### [Exercise data]
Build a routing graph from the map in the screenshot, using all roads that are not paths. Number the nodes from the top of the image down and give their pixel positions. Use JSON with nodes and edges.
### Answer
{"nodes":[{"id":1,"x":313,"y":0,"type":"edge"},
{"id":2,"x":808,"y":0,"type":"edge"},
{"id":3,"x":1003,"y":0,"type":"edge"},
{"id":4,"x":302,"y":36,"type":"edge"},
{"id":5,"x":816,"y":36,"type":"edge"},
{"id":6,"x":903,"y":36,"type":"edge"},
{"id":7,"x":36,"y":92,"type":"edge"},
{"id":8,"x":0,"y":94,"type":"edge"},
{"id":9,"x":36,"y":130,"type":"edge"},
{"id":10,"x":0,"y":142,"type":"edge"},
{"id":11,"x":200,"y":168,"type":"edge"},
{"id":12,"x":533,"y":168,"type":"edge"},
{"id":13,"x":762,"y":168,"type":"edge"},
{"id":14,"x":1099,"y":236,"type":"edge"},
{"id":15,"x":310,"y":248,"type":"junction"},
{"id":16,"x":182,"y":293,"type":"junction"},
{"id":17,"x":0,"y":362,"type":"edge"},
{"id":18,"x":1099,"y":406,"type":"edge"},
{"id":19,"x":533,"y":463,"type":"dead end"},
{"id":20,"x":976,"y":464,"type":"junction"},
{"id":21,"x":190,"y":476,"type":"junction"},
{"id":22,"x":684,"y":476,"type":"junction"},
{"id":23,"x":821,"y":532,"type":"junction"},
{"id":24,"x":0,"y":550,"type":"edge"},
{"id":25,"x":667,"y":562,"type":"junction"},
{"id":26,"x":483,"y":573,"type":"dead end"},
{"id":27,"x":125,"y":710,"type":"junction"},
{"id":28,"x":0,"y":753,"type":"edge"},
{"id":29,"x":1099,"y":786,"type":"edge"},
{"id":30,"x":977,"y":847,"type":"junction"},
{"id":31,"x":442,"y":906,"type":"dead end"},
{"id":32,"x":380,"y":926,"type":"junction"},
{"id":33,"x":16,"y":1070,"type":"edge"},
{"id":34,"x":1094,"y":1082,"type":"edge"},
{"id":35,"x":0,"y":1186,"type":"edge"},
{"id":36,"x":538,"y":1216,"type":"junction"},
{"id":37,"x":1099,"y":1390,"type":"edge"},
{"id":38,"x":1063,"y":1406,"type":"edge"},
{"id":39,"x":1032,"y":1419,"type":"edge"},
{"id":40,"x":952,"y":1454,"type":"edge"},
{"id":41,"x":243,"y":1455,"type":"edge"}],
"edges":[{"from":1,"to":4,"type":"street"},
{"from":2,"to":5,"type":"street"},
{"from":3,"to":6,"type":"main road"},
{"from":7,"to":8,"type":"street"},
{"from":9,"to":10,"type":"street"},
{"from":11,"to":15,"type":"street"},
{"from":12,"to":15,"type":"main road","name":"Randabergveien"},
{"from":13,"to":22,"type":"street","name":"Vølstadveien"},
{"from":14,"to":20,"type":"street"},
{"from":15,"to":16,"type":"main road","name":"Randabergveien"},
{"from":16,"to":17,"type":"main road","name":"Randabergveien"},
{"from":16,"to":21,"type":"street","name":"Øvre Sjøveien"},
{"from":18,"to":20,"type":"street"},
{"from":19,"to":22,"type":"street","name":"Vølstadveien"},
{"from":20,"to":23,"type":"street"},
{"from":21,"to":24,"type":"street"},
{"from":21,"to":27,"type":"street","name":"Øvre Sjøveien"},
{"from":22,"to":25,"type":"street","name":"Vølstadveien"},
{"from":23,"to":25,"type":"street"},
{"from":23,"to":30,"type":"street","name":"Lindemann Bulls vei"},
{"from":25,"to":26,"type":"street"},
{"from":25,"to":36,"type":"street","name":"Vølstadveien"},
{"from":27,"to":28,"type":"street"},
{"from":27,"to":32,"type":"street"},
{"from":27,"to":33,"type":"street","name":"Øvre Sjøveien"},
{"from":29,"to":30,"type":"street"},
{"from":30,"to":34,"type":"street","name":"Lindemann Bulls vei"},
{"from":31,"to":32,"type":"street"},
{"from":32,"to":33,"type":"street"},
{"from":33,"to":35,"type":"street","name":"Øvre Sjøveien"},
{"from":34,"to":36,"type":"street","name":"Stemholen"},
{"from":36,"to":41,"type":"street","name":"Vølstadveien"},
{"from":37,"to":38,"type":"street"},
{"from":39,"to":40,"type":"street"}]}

### [Task directions]
Among the records above, find each line holding the string "Øvre" and pull it out.

### [Output]
{"from":16,"to":21,"type":"street","name":"Øvre Sjøveien"},
{"from":21,"to":27,"type":"street","name":"Øvre Sjøveien"},
{"from":27,"to":33,"type":"street","name":"Øvre Sjøveien"},
{"from":33,"to":35,"type":"street","name":"Øvre Sjøveien"},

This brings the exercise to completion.